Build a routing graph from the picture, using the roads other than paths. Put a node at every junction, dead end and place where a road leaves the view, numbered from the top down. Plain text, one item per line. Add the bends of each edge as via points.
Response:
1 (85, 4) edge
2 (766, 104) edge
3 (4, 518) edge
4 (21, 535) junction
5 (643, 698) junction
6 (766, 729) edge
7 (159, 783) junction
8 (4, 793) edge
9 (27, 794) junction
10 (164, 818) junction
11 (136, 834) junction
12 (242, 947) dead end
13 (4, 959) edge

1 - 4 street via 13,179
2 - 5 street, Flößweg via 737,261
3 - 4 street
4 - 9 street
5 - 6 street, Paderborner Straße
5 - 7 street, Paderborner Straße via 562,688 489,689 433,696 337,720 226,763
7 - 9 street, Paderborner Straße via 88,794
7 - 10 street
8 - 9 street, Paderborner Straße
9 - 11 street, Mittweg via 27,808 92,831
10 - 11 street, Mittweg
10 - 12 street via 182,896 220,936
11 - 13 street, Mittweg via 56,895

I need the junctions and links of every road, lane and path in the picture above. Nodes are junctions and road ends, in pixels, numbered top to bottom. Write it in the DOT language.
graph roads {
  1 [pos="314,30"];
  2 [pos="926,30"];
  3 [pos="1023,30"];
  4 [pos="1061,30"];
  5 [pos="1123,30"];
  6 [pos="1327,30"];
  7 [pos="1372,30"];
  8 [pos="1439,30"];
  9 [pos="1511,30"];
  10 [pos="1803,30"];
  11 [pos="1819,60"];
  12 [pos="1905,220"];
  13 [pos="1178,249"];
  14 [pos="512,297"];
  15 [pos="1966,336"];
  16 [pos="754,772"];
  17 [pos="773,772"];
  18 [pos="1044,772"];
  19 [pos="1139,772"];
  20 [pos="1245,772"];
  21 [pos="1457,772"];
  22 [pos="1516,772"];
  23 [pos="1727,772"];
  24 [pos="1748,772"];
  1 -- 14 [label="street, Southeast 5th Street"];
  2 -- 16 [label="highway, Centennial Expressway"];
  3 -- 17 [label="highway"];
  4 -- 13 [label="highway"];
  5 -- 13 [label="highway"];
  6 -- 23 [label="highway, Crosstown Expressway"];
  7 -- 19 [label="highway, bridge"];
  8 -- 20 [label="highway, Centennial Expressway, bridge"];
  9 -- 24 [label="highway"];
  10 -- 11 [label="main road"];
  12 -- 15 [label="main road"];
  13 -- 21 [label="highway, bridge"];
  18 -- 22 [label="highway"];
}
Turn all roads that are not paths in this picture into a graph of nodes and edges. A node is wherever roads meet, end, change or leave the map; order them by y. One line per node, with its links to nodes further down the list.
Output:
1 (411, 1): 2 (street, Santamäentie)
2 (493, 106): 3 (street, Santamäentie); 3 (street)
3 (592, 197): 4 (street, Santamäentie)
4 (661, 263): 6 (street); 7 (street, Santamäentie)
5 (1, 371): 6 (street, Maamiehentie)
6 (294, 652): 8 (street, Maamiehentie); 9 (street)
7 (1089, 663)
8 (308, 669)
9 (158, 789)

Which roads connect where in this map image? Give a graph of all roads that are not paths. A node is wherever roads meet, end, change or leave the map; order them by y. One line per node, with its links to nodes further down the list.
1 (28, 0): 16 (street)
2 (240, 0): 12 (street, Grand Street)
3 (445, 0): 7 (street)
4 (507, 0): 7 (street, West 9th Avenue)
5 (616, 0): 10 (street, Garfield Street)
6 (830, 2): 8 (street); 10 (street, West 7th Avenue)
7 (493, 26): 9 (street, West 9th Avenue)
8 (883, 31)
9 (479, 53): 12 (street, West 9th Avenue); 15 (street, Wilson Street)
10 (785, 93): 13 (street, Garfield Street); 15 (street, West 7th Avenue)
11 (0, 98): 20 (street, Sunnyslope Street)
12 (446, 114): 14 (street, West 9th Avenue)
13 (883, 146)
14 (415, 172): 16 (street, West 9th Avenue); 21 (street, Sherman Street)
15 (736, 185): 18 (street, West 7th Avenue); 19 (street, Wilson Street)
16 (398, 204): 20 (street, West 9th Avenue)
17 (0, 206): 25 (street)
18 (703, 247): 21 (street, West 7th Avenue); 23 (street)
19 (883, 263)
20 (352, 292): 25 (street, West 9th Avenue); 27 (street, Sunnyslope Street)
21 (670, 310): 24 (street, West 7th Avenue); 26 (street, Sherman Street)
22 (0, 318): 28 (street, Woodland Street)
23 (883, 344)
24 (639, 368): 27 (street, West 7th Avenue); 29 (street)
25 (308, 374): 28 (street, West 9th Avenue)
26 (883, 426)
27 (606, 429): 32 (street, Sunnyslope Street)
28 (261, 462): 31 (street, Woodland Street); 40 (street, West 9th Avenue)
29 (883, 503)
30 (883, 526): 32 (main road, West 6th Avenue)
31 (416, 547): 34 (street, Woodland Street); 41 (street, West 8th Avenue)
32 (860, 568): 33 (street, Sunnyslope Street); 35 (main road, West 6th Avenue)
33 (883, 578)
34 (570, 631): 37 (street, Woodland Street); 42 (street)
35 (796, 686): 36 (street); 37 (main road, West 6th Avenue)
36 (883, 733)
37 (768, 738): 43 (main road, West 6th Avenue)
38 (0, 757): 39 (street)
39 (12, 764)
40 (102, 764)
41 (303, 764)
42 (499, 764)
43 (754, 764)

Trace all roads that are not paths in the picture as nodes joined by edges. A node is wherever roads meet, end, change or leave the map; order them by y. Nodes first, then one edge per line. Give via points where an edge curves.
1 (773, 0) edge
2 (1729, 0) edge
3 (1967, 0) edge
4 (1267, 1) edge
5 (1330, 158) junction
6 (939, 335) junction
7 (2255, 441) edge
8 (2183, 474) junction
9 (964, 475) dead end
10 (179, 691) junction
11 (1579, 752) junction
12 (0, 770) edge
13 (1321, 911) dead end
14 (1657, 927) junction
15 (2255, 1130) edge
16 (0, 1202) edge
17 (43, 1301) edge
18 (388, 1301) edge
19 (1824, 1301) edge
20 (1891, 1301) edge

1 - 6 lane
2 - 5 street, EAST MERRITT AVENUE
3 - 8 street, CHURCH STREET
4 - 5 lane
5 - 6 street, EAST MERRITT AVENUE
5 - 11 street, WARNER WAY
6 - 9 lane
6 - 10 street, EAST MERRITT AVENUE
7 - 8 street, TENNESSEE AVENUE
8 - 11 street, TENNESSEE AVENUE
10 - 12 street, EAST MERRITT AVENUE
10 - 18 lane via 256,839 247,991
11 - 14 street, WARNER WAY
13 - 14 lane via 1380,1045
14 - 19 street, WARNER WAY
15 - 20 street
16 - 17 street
━━━━━━━━
[WHAT IS EXPECTED] Would you print all of the records exactly as they were given?

[SOLUTION TO THE EXERCISE]
Build a routing graph from the picture, using the roads other than paths. Put a node at every junction, dead end and place where a road leaves the view, numbered from the top down. Plain text, one item per line. Add the bends of each edge as via points.
Response:
1 (85, 4) edge
2 (766, 104) edge
3 (4, 518) edge
4 (21, 535) junction
5 (643, 698) junction
6 (766, 729) edge
7 (159, 783) junction
8 (4, 793) edge
9 (27, 794) junction
10 (164, 818) junction
11 (136, 834) junction
12 (242, 947) dead end
13 (4, 959) edge

1 - 4 street via 13,179
2 - 5 street, Flößweg via 737,261
3 - 4 street
4 - 9 street
5 - 6 street, Paderborner Straße
5 - 7 street, Paderborner Straße via 562,688 489,689 433,696 337,720 226,763
7 - 9 street, Paderborner Straße via 88,794
7 - 10 street
8 - 9 street, Paderborner Straße
9 - 11 street, Mittweg via 27,808 92,831
10 - 11 street, Mittweg
10 - 12 street via 182,896 220,936
11 - 13 street, Mittweg via 56,895

I need the junctions and links of every road, lane and path in the picture above. Nodes are junctions and road ends, in pixels, numbered top to bottom. Write it in the DOT language.
graph roads {
  1 [pos="314,30"];
  2 [pos="926,30"];
  3 [pos="1023,30"];
  4 [pos="1061,30"];
  5 [pos="1123,30"];
  6 [pos="1327,30"];
  7 [pos="1372,30"];
  8 [pos="1439,30"];
  9 [pos="1511,30"];
  10 [pos="1803,30"];
  11 [pos="1819,60"];
  12 [pos="1905,220"];
  13 [pos="1178,249"];
  14 [pos="512,297"];
  15 [pos="1966,336"];
  16 [pos="754,772"];
  17 [pos="773,772"];
  18 [pos="1044,772"];
  19 [pos="1139,772"];
  20 [pos="1245,772"];
  21 [pos="1457,772"];
  22 [pos="1516,772"];
  23 [pos="1727,772"];
  24 [pos="1748,772"];
  1 -- 14 [label="street, Southeast 5th Street"];
  2 -- 16 [label="highway, Centennial Expressway"];
  3 -- 17 [label="highway"];
  4 -- 13 [label="highway"];
  5 -- 13 [label="highway"];
  6 -- 23 [label="highway, Crosstown Expressway"];
  7 -- 19 [label="highway, bridge"];
  8 -- 20 [label="highway, Centennial Expressway, bridge"];
  9 -- 24 [label="highway"];
  10 -- 11 [label="main road"];
  12 -- 15 [label="main road"];
  13 -- 21 [label="highway, bridge"];
  18 -- 22 [label="highway"];
}
Turn all roads that are not paths in this picture into a graph of nodes and edges. A node is wherever roads meet, end, change or leave the map; order them by y. One line per node, with its links to nodes further down the list.
Output:
1 (411, 1): 2 (street, Santamäentie)
2 (493, 106): 3 (street, Santamäentie); 3 (street)
3 (592, 197): 4 (street, Santamäentie)
4 (661, 263): 6 (street); 7 (street, Santamäentie)
5 (1, 371): 6 (street, Maamiehentie)
6 (294, 652): 8 (street, Maamiehentie); 9 (street)
7 (1089, 663)
8 (308, 669)
9 (158, 789)

Which roads connect where in this map image? Give a graph of all roads that are not paths. A node is wherever roads meet, end, change or leave the map; order them by y. One line per node, with its links to nodes further down the list.
1 (28, 0): 16 (street)
2 (240, 0): 12 (street, Grand Street)
3 (445, 0): 7 (street)
4 (507, 0): 7 (street, West 9th Avenue)
5 (616, 0): 10 (street, Garfield Street)
6 (830, 2): 8 (street); 10 (street, West 7th Avenue)
7 (493, 26): 9 (street, West 9th Avenue)
8 (883, 31)
9 (479, 53): 12 (street, West 9th Avenue); 15 (street, Wilson Street)
10 (785, 93): 13 (street, Garfield Street); 15 (street, West 7th Avenue)
11 (0, 98): 20 (street, Sunnyslope Street)
12 (446, 114): 14 (street, West 9th Avenue)
13 (883, 146)
14 (415, 172): 16 (street, West 9th Avenue); 21 (street, Sherman Street)
15 (736, 185): 18 (street, West 7th Avenue); 19 (street, Wilson Street)
16 (398, 204): 20 (street, West 9th Avenue)
17 (0, 206): 25 (street)
18 (703, 247): 21 (street, West 7th Avenue); 23 (street)
19 (883, 263)
20 (352, 292): 25 (street, West 9th Avenue); 27 (street, Sunnyslope Street)
21 (670, 310): 24 (street, West 7th Avenue); 26 (street, Sherman Street)
22 (0, 318): 28 (street, Woodland Street)
23 (883, 344)
24 (639, 368): 27 (street, West 7th Avenue); 29 (street)
25 (308, 374): 28 (street, West 9th Avenue)
26 (883, 426)
27 (606, 429): 32 (street, Sunnyslope Street)
28 (261, 462): 31 (street, Woodland Street); 40 (street, West 9th Avenue)
29 (883, 503)
30 (883, 526): 32 (main road, West 6th Avenue)
31 (416, 547): 34 (street, Woodland Street); 41 (street, West 8th Avenue)
32 (860, 568): 33 (street, Sunnyslope Street); 35 (main road, West 6th Avenue)
33 (883, 578)
34 (570, 631): 37 (street, Woodland Street); 42 (street)
35 (796, 686): 36 (street); 37 (main road, West 6th Avenue)
36 (883, 733)
37 (768, 738): 43 (main road, West 6th Avenue)
38 (0, 757): 39 (street)
39 (12, 764)
40 (102, 764)
41 (303, 764)
42 (499, 764)
43 (754, 764)

Trace all roads that are not paths in the picture as nodes joined by edges. A node is wherever roads meet, end, change or leave the map; order them by y. Nodes first, then one edge per line. Give via points where an edge curves.
1 (773, 0) edge
2 (1729, 0) edge
3 (1967, 0) edge
4 (1267, 1) edge
5 (1330, 158) junction
6 (939, 335) junction
7 (2255, 441) edge
8 (2183, 474) junction
9 (964, 475) dead end
10 (179, 691) junction
11 (1579, 752) junction
12 (0, 770) edge
13 (1321, 911) dead end
14 (1657, 927) junction
15 (2255, 1130) edge
16 (0, 1202) edge
17 (43, 1301) edge
18 (388, 1301) edge
19 (1824, 1301) edge
20 (1891, 1301) edge

1 - 6 lane
2 - 5 street, EAST MERRITT AVENUE
3 - 8 street, CHURCH STREET
4 - 5 lane
5 - 6 street, EAST MERRITT AVENUE
5 - 11 street, WARNER WAY
6 - 9 lane
6 - 10 street, EAST MERRITT AVENUE
7 - 8 street, TENNESSEE AVENUE
8 - 11 street, TENNESSEE AVENUE
10 - 12 street, EAST MERRITT AVENUE
10 - 18 lane via 256,839 247,991
11 - 14 street, WARNER WAY
13 - 14 lane via 1380,1045
14 - 19 street, WARNER WAY
15 - 20 street
16 - 17 street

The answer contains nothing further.